Wednesday, November 03, 2004

Harry Reid: The Next (Pro-Life) Senate Minority Leader?

Do you know who Harry Reid is? If not, you probably will soon be hearing a lot about him. Until last night, he was the second-ranking Democratic member of the U.S. Senate. With Daschle's defeat, Reid is in a good position to become the Senate Minority Leader. Reid is a practicing Mormon and a senator who has earned the respect of both Democrats and Republicans.

Those of us who are concerned about pro-life issues have been focused upon the election of pro-life candidates. But I, for one, had not yet seen that Daschle's defeat could set things in motion for a moderately pro-life Senate Minority Leader. Some pro-choice activists seem to be worried.

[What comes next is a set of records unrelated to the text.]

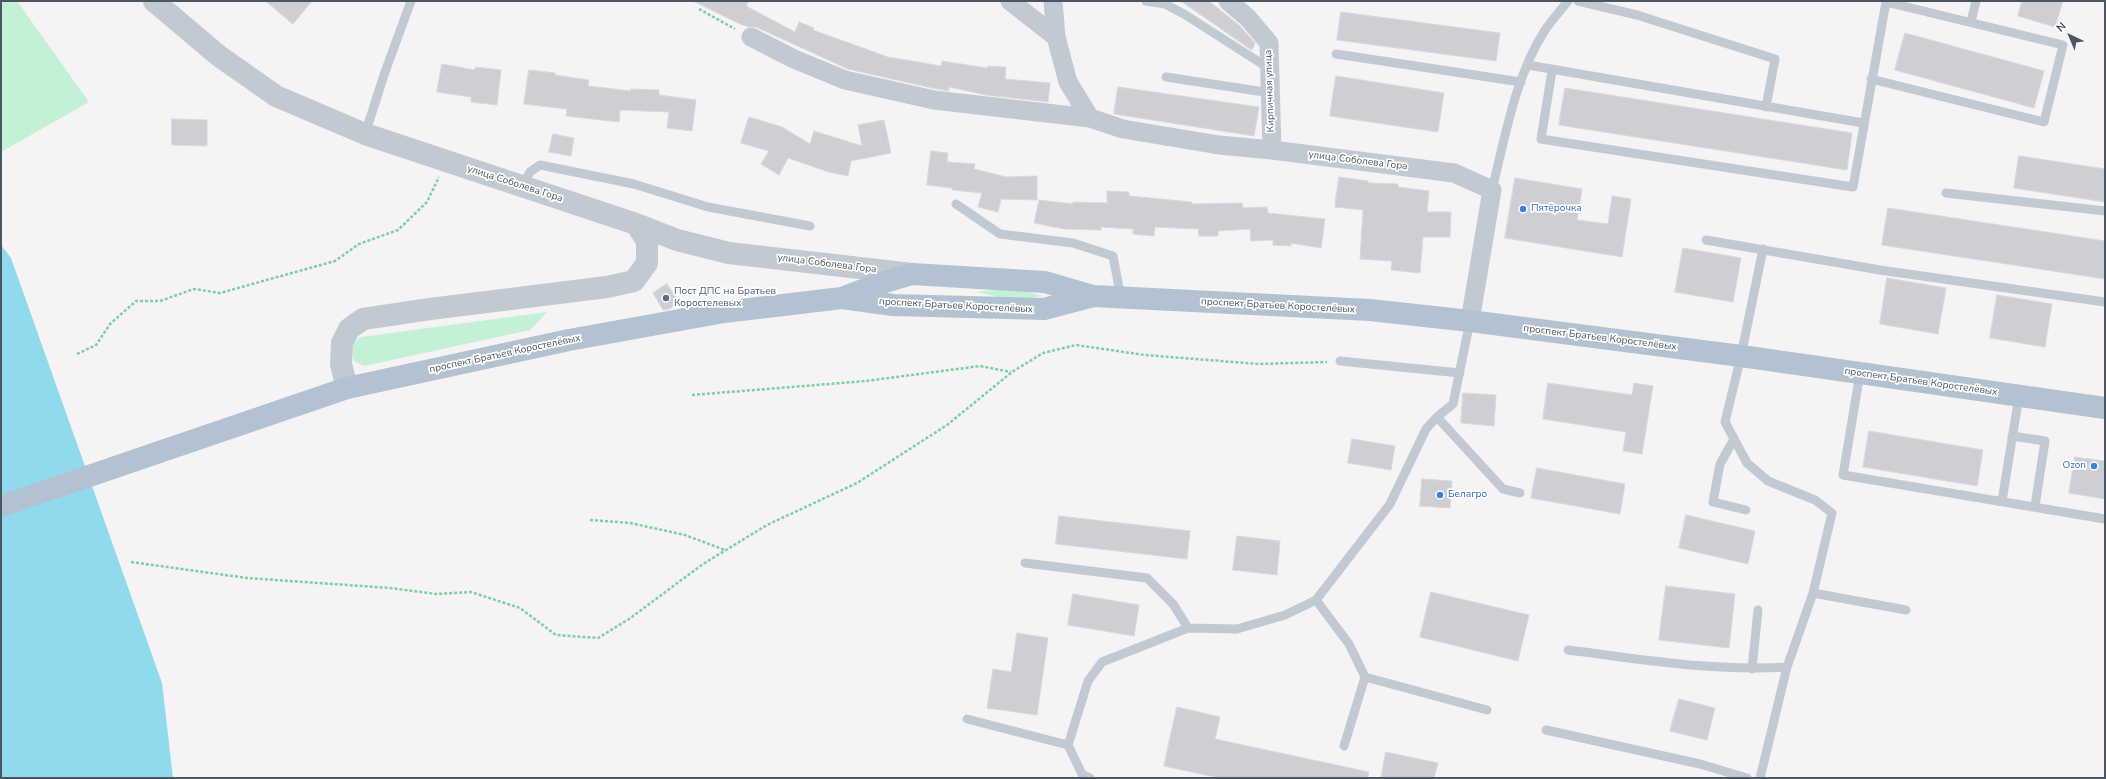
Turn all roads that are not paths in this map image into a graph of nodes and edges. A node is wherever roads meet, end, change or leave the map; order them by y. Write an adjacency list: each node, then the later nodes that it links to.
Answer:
1 (154, 1): 24 (street, улица Соболева Гора)
2 (411, 1): 24 (lane)
3 (1010, 1): 11 (street)
4 (1053, 1): 11 (street)
5 (1146, 1): 15 (lane)
6 (1228, 1): 15 (street, Кирпичная улица)
7 (1568, 1): 14 (lane)
8 (1578, 1): 21 (lane)
9 (1976, 1): 10 (lane)
10 (1971, 22): 18 (lane); 18 (lane)
11 (1056, 37): 22 (street)
12 (751, 38): 22 (street, улица Соболева Гора)
13 (1336, 54): 19 (lane)
14 (1528, 65): 16 (lane); 19 (lane)
15 (1270, 69): 20 (street, Кирпичная улица)
16 (1552, 71): 21 (lane); 23 (lane)
17 (1166, 77): 20 (lane)
18 (1871, 79): 23 (lane)
19 (1521, 82): 27 (lane)
20 (1271, 93): 25 (street, Кирпичная улица)
21 (1766, 107): 23 (lane)
22 (1090, 118): 25 (street, улица Соболева Гора)
23 (1863, 123)
24 (365, 134): 26 (street, улица Соболева Гора)
25 (1272, 150): 27 (street, улица Соболева Гора)
26 (522, 186): 31 (street, улица Соболева Гора); 32 (lane)
27 (1492, 190): 40 (street)
28 (1946, 193): 30 (lane)
29 (956, 204): 38 (lane)
30 (2105, 211)
31 (636, 224): 35 (street, улица Соболева Гора); 45 (street)
32 (810, 226)
33 (1706, 240): 34 (lane)
34 (1763, 249): 39 (lane); 41 (lane)
35 (912, 274): 36 (main road, проспект Братьев Коростелёвых); 37 (main road, проспект Братьев Коростелёвых)
36 (1093, 296): 37 (main road, проспект Братьев Коростелёвых); 38 (main road, проспект Братьев Коростелёвых)
37 (842, 298): 45 (main road, проспект Братьев Коростелёвых)
38 (1121, 298): 40 (main road, проспект Братьев Коростелёвых)
39 (2105, 302)
40 (1470, 321): 41 (main road, проспект Братьев Коростелёвых); 43 (lane)
41 (1741, 356): 44 (main road, проспект Братьев Коростелёвых); 50 (lane)
42 (1340, 361): 43 (lane)
43 (1460, 372): 48 (lane)
44 (1860, 373): 46 (main road, проспект Братьев Коростелёвых); 52 (lane)
45 (347, 388): 53 (main road, проспект Братьев Коростелёвых)
46 (2019, 396): 47 (main road, проспект Братьев Коростелёвых); 49 (lane)
47 (2105, 408)
48 (1437, 417): 51 (lane); 59 (lane)
49 (2012, 436): 52 (lane); 54 (lane)
50 (1734, 440): 55 (lane); 58 (lane)
51 (1520, 493)
52 (2002, 501): 54 (lane)
53 (1, 506)
54 (2035, 506): 56 (lane)
55 (1746, 510)
56 (2105, 519)
57 (1025, 563): 62 (lane)
58 (1813, 593): 61 (lane); 64 (lane)
59 (1316, 600): 62 (lane); 66 (lane)
60 (1758, 610): 65 (lane)
61 (1906, 610)
62 (1188, 628): 70 (lane)
63 (1568, 650): 65 (lane)
64 (1787, 667): 65 (lane); 74 (lane)
65 (1752, 670)
66 (1365, 677): 67 (lane); 71 (lane)
67 (1487, 710)
68 (967, 719): 70 (lane)
69 (1546, 730): 73 (lane)
70 (1068, 745): 72 (lane)
71 (1344, 746)
72 (1090, 778)
73 (1747, 778)
74 (1760, 778)

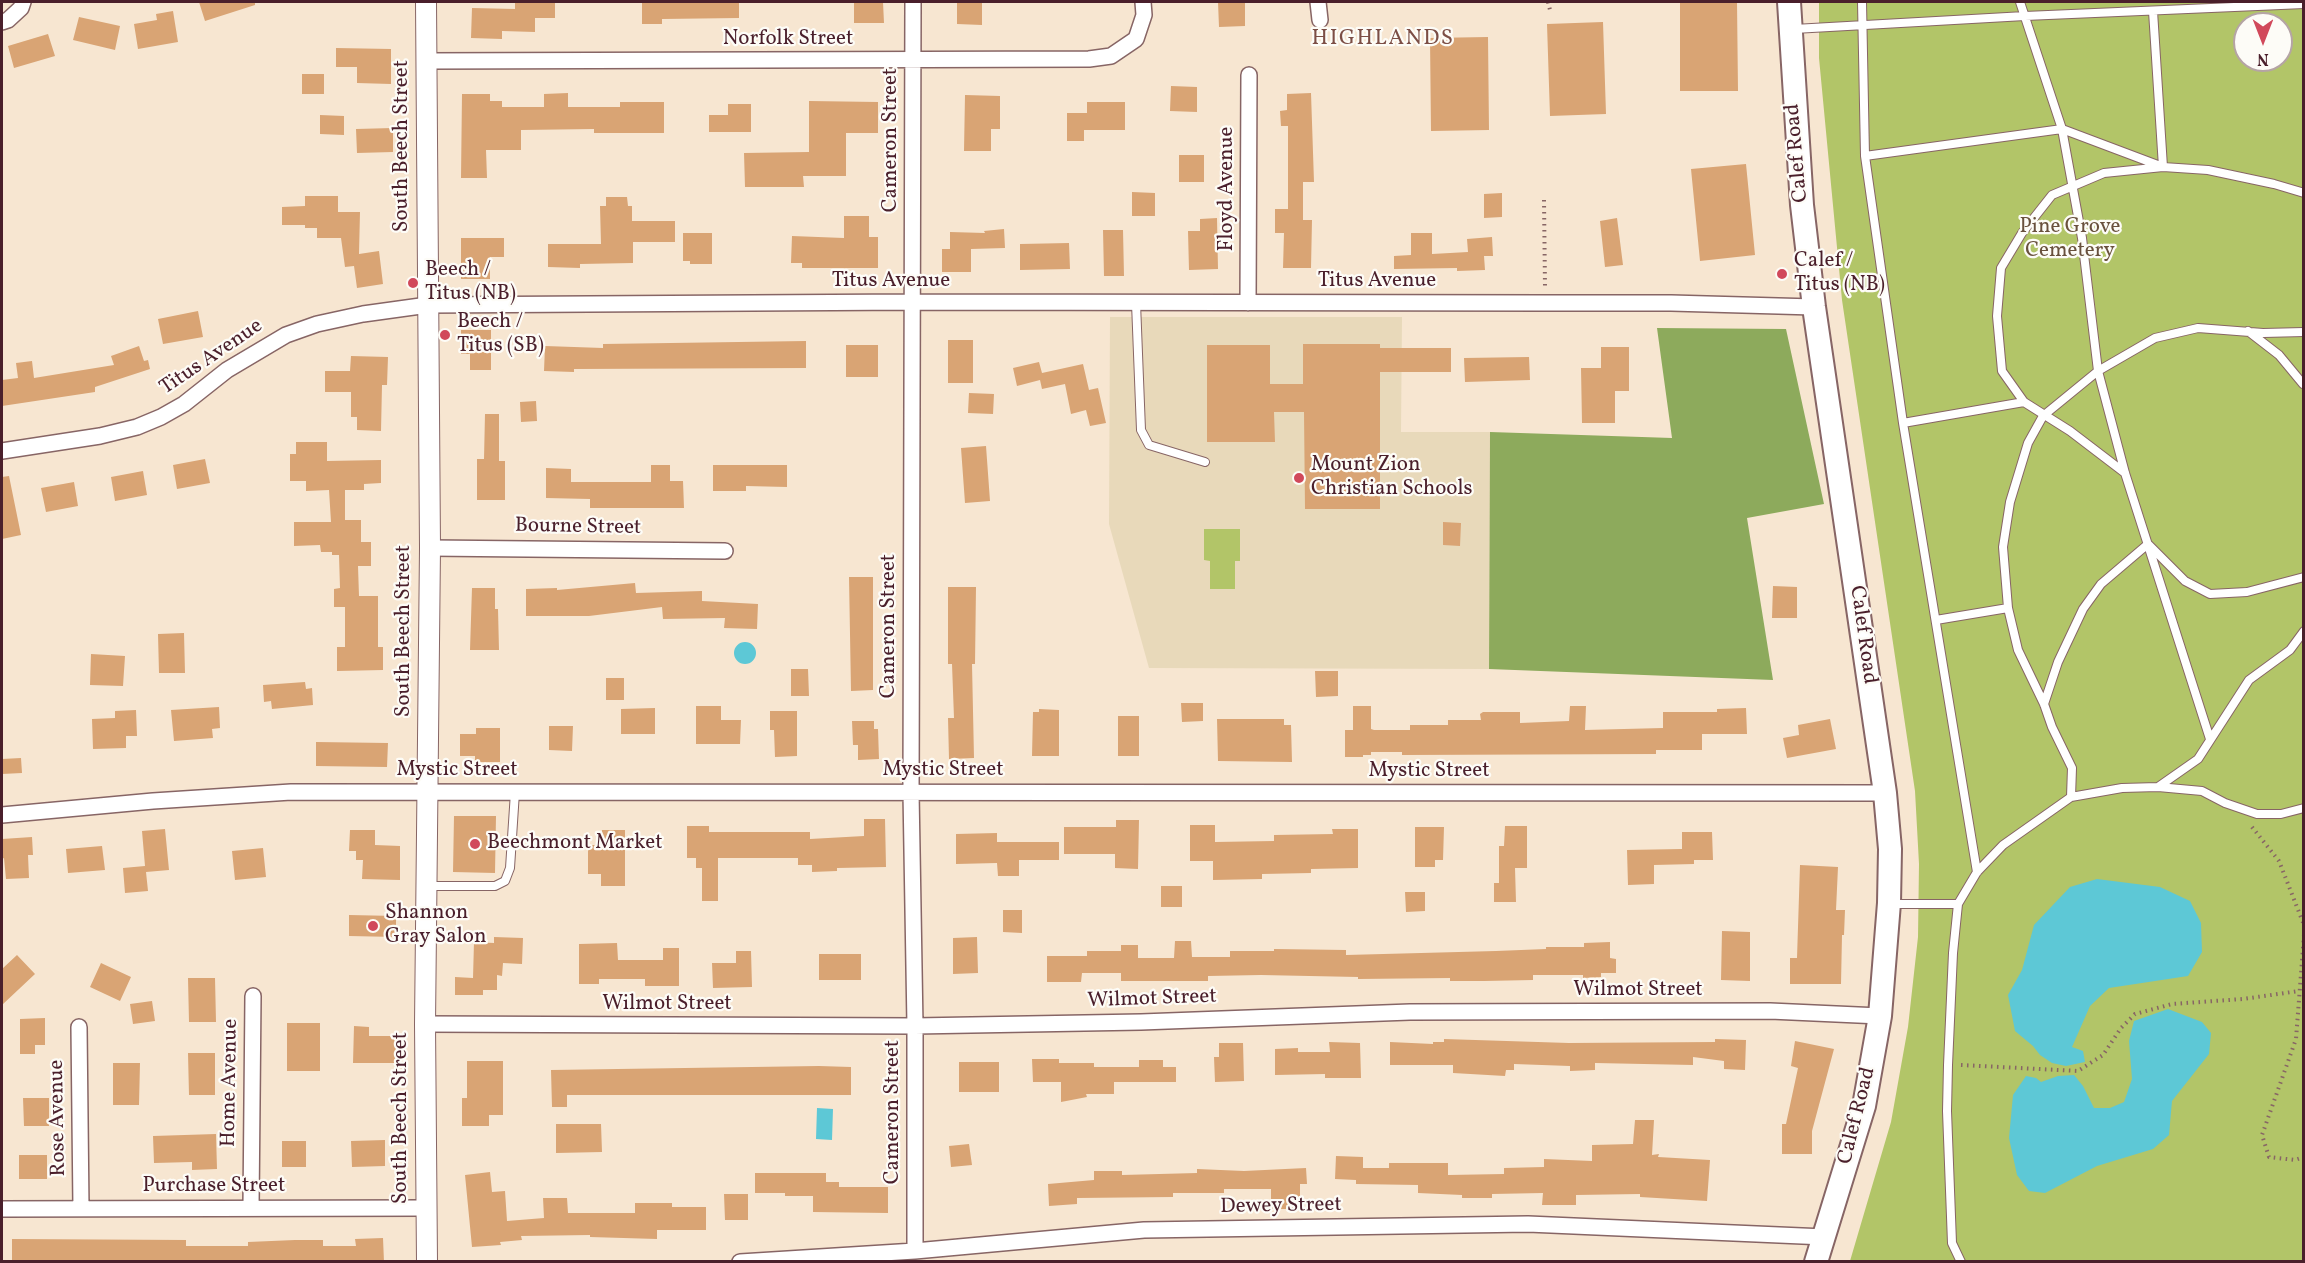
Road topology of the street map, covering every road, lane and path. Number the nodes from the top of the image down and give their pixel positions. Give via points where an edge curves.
1 (22, 2) edge
2 (426, 2) edge
3 (913, 2) edge
4 (1143, 2) edge
5 (1318, 2) edge
6 (1548, 2) edge
7 (1788, 2) edge
8 (1862, 2) edge
9 (2020, 2) edge
10 (2304, 4) edge
11 (2195, 5) edge
12 (1550, 10) dead end
13 (2153, 11) junction
14 (2025, 16) junction
15 (1320, 20) dead end
16 (2, 22) edge
17 (1863, 25) junction
18 (1789, 29) junction
19 (913, 60) junction
20 (427, 61) junction
21 (1249, 75) dead end
22 (2062, 129) junction
23 (1865, 156) junction
24 (2163, 167) junction
25 (2073, 187) junction
26 (2304, 193) edge
27 (1544, 200) dead end
28 (913, 302) junction
29 (1136, 303) junction
30 (1248, 303) junction
31 (1545, 303) junction
32 (428, 305) junction
33 (1814, 307) junction
34 (2247, 330) junction
35 (2304, 332) edge
36 (2098, 371) junction
37 (2303, 383) edge
38 (2304, 392) edge
39 (2024, 402) junction
40 (2043, 416) junction
41 (1903, 423) junction
42 (2, 451) edge
43 (1205, 462) dead end
44 (2125, 473) junction
45 (2148, 544) junction
46 (430, 548) junction
47 (725, 551) dead end
48 (2304, 577) edge
49 (2008, 608) junction
50 (1936, 620) junction
51 (2304, 631) edge
52 (2044, 704) junction
53 (2211, 739) junction
54 (2158, 787) junction
55 (428, 792) junction
56 (515, 792) junction
57 (910, 792) junction
58 (1886, 793) junction
59 (2071, 797) junction
60 (2236, 807) junction
61 (2304, 808) edge
62 (2, 815) edge
63 (1977, 872) junction
64 (427, 886) junction
65 (1889, 903) junction
66 (1958, 904) junction
67 (2304, 925) edge
68 (2304, 935) edge
69 (2299, 991) junction
70 (253, 996) dead end
71 (1880, 1016) junction
72 (425, 1024) junction
73 (915, 1026) junction
74 (79, 1028) dead end
75 (1948, 1065) junction
76 (2304, 1157) edge
77 (251, 1207) junction
78 (426, 1208) junction
79 (2, 1209) edge
80 (81, 1209) junction
81 (1825, 1237) junction
82 (915, 1251) junction
83 (427, 1262) edge
84 (740, 1262) edge
85 (1816, 1262) edge
86 (1961, 1262) edge

1 - 16 street via 21,8
2 - 20 street, South Beech Street
3 - 19 street, Cameron Street
4 - 19 street, Norfolk Street via 1139,32 1112,56 1089,60
5 - 15 street
6 - 12 path
7 - 18 main road, Calef Road
8 - 17 lane
9 - 14 lane
10 - 11 lane
11 - 13 lane
13 - 14 lane
13 - 24 lane
14 - 17 lane
14 - 22 lane
17 - 18 lane
17 - 23 lane
18 - 33 main road, Calef Road
19 - 20 street, Norfolk Street
19 - 28 street, Cameron Street
20 - 32 street, South Beech Street
21 - 30 street, Floyd Avenue
22 - 23 lane
22 - 24 lane
22 - 25 lane
23 - 41 lane
24 - 25 lane via 2103,173
24 - 26 lane via 2208,170
25 - 36 lane
25 - 39 lane via 2052,195 2039,209 2001,268 1997,316 2002,370
27 - 31 path
28 - 29 street, Titus Avenue
28 - 32 street, Titus Avenue
28 - 57 street, Cameron Street
29 - 30 street, Titus Avenue
29 - 43 lane via 1141,430 1149,445
30 - 31 street, Titus Avenue
31 - 33 street, Titus Avenue
32 - 42 street, Titus Avenue via 363,314 286,335 227,370 184,404 137,427
32 - 46 street, South Beech Street
33 - 58 main road, Calef Road
34 - 35 lane
34 - 36 lane via 2198,328 2155,338
34 - 37 lane via 2279,355
36 - 40 lane
36 - 44 lane
37 - 38 lane
39 - 40 lane
39 - 41 lane
40 - 44 lane via 2070,431
40 - 49 lane via 2028,442 2010,502 2003,547
41 - 50 lane
44 - 45 lane
45 - 48 lane via 2185,581 2210,594 2247,592
45 - 52 lane via 2101,584 2084,609 2058,663
45 - 53 lane
46 - 47 street, Bourne Street
46 - 55 street, South Beech Street
49 - 50 lane
49 - 52 lane via 2018,650
50 - 63 lane
51 - 53 lane via 2290,650 2249,680
52 - 59 lane via 2072,768
53 - 54 lane via 2198,759
54 - 59 lane via 2122,788
54 - 60 lane via 2202,791
55 - 56 street, Mystic Street
55 - 62 street, Mystic Street via 291,792
55 - 64 street, South Beech Street
56 - 57 street, Mystic Street
56 - 64 lane via 510,868 505,881 495,886
57 - 58 street, Mystic Street
57 - 73 street, Cameron Street
58 - 65 main road, Calef Road
59 - 63 lane via 2003,845
60 - 61 lane via 2257,814 2281,814
60 - 67 path via 2279,861
63 - 66 lane
64 - 72 street, South Beech Street
65 - 66 lane
65 - 71 main road, Calef Road
66 - 75 lane
68 - 69 path
69 - 75 path via 2172,1004 2135,1014 2103,1055 2078,1071
69 - 76 path via 2296,1039 2262,1135 2269,1157
70 - 77 street, Home Avenue
71 - 73 street, Wilmot Street via 1770,1011 1410,1012
71 - 81 main road, Calef Road via 1864,1106
72 - 73 street, Wilmot Street
72 - 78 street, South Beech Street
73 - 82 street, Cameron Street
74 - 80 street, Rose Avenue
75 - 86 lane via 1952,1243
77 - 78 street, Purchase Street
77 - 80 street, Purchase Street
78 - 83 street, South Beech Street
79 - 80 street, Purchase Street
81 - 82 street, Dewey Street via 1528,1224 1168,1229
81 - 85 main road, Calef Road
82 - 84 street, Dewey Street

Despite signing a letter to President Bush pushing for an expansion of federal funding for embryonic stem cell research, Reid voted in favor of the Unborn Victims of Violence Act, voted in favor of the both the Partial-Birth Abortion Ban Act of 2000 and the Partial-Birth Abortion Ban Act of 2003, voted in favor of repealing the use of Dept. of Defense facilities for privately funded abortions, and voted against a non-binding sense-of-the-Senate resolution declaring Roe v. Wade "an appropriate decision" that "secures an important constitutional right." In 2003 Reid received a legislative score of 29% from NARAL Pro-Choice America (one of the lowest scores for Senate Democrats), and a 55% rating from the NRLC (one of the highest scores give to Senate Democrats). Reid has also been involved with filibustering President Bush's judicial nominations, so I'm not making any rosey predictions. I simply note that it would be interesting indeed if the Senate Minority Leader was a moderately pro-life Democrat.